« La femme est l’avenir de l’homme… » chantait le regretté Jean Ferrat…
Mouais… Mais alors, quid de la poupée gonflable ? C’est vrai ça, cet objet aux formes généreuses présente l’avantage de ne jamais avoir la migraine, de ne pas être d’humeur massacrante pendant la période menstruelle, de ne pas ruiner le budget du ménage en séances de shopping dignes de celles de Sarah Jessica Parker dans Sex & the city (1) et enfin et surtout de rester parfaitement silencieuse en toute circonstance…
Hé ! On se calme les chiennes de garde ! A la niche ! Je plaisantais bien sûr…
Mais blague à part, les poupées gonflables, ces objets de stupre et de luxure, fort peu nobles, inspirent apparemment les cinéastes.
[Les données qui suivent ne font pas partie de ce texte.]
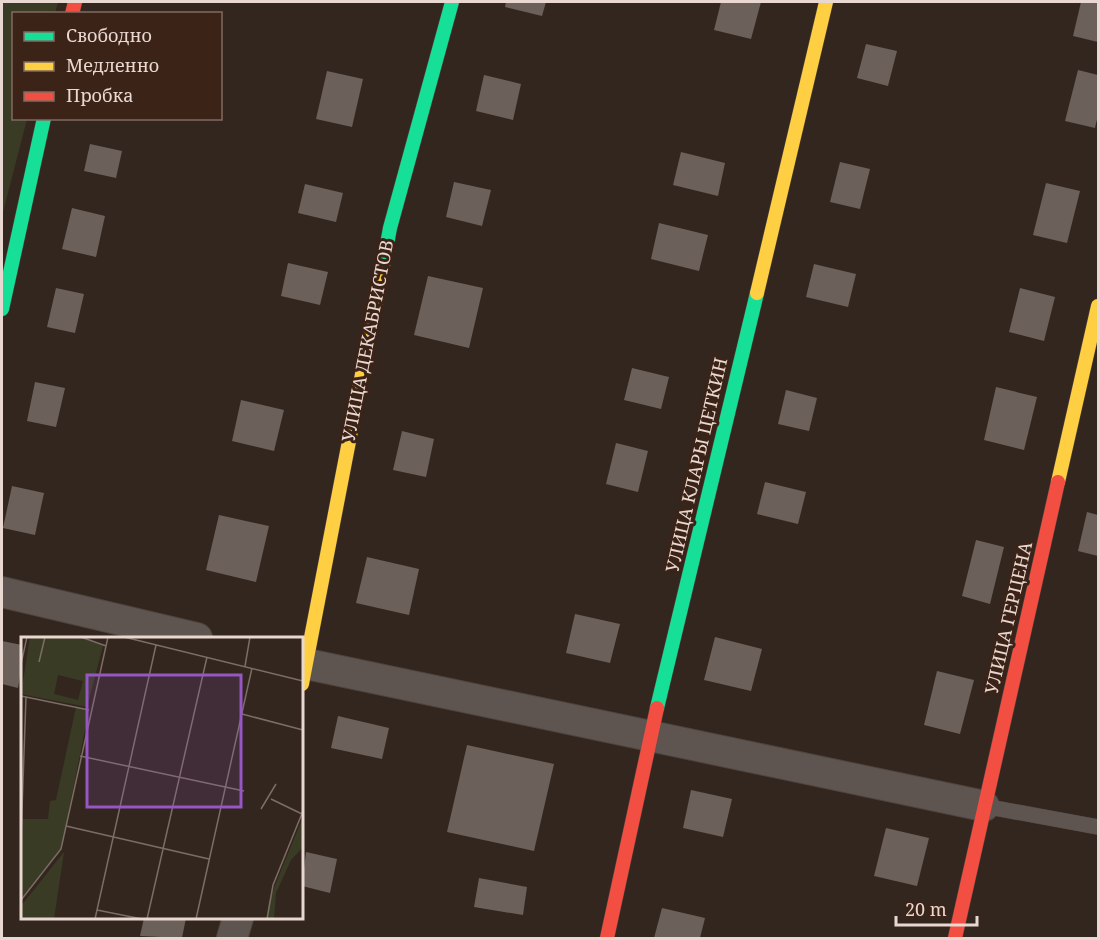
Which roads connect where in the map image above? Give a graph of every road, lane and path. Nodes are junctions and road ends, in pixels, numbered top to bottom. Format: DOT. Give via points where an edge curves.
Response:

On se souvient du fameux « pilote automatique » de Y a-t-il un pilote dans l’avion ? qui adorait se faire souffler dans la valve par les belles hôtesses de l’air. Ou de Monique, la poupée dont s’entichait Albert Dupontel, dans la comédie éponyme, grinçante et trashy, de Valérie Guignabodet. Ou encore, dans un registre plus fin, la Fiancée pas comme les autres de Ryan Gosling dans le film de Craig Gillepsie.
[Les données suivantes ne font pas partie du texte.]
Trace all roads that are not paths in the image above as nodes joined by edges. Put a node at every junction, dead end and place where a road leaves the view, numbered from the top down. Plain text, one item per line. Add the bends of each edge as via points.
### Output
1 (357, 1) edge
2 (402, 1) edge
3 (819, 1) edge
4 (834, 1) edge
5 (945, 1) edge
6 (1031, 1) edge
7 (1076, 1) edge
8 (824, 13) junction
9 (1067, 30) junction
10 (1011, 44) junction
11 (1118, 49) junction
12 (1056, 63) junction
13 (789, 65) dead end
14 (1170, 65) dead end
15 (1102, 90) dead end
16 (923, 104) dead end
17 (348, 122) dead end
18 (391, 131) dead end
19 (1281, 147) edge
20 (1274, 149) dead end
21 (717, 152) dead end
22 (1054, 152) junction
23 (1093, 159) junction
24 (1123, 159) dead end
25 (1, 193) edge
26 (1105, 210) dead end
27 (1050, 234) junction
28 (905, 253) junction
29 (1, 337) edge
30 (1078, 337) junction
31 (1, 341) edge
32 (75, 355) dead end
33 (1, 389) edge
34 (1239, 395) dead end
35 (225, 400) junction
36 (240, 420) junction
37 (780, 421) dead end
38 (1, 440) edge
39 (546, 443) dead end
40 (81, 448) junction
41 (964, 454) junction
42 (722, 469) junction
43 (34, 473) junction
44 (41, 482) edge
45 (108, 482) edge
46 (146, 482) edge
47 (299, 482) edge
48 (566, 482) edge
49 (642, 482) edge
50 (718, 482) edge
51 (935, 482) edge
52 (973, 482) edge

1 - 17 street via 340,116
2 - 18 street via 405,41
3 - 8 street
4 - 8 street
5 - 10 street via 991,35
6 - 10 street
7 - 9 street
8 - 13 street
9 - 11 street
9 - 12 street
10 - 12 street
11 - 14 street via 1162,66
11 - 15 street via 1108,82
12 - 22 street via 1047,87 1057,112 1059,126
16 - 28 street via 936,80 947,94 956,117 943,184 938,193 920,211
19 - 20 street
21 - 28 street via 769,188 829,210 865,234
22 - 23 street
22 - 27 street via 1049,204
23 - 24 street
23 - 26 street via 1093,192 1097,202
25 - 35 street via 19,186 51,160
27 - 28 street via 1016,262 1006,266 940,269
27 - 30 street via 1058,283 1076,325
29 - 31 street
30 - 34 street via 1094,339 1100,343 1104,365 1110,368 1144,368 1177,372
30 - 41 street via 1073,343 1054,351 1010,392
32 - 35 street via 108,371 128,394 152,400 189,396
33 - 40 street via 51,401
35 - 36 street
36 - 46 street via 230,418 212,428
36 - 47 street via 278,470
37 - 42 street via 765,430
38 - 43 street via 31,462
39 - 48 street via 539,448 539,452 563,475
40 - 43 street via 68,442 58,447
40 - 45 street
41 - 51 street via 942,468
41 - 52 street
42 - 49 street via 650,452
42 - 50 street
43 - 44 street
Pour ajouter à cette collection, voici aujourd’hui Air Doll, tout droit venue du Japon…
Il s’agit de l’adaptation d’un manga de Yoshiie Gôda (2), l’histoire assez simple d’une poupée gonflable qui prend soudainement forme humaine et quitte l’appartement de son propriétaire pour découvrir le monde extérieur, sillonnant Tokyo pour tenter de comprendre ce que signifie « être en vie ». Jusqu’à ce qu’elle rencontre Junichi, un jeune gérant de vidéo-club, et qu’elle tombe amoureuse…
Sur la trame de ce seinen-manga (3), de nombreux cinéastes auraient choisi la voie de la facilité et livré, selon les goûts, une bluette romantique ou une farce érotique. Mais ici, c’est Hirokazu Kore-Eda, l’auteur de l’excellent Still Walking, de Distance ou de Nobody knows, qui officie à la mise en scène.
Sous sa houlette, le film devient une jolie fable sur la solitude en milieu urbain, dans une cité tokyoïte où les gens courent sans cesse et ne prennent plus le temps de se voir ou de se parler.
Toute la première partie du film décrit le quotidien du propriétaire de la poupée gonflable, un quadragénaire assez terne. Pas le genre pervers, non… Pour lui, cette poupée est bien plus qu’un vulgaire objet sexuel. Certes, il l’utilise bien pour sa fonction primale, chaque soir, en la besognant comme il se doit, mais il la traite aussi et surtout comme une vraie femme. Il lui parle, la bichonne, lui donne le bain. Elle lui sert à nourrir le fantasme de cette vie de couple “normale” dont il est privé, suite aux aléas de la vie et à la difficulté de trouver l’âme soeur.
Mais il n’est pas seul à souffrir de solitude et de manque d’affection. D’autres personnages, de générations et de milieux différents, illustrent aussi cette thématique. Par exemple ce vieillard que ses enfants ne viennent plus jamais voir.
Les rencontres que fait la poupée, version féminine moderne de Pinocchio, permettent au cinéaste de dresser un portrait sans concession de la société japonaise contemporaine : à cette solitude, cette misère sexuelle et cette détresse affective s’ajoutent une certaine aliénation, des rapports humains inexistants ou déviants, axés sur l’argent et le besoin de dominer…
Pas franchement réjouissant, tout cela… De quoi se désespérer d’être humain…
Mais la vie vaut la peine d’être vécue, malgré toutes les difficultés rencontrées. C’est ce que va comprendre la poupée, une fois devenue humaine.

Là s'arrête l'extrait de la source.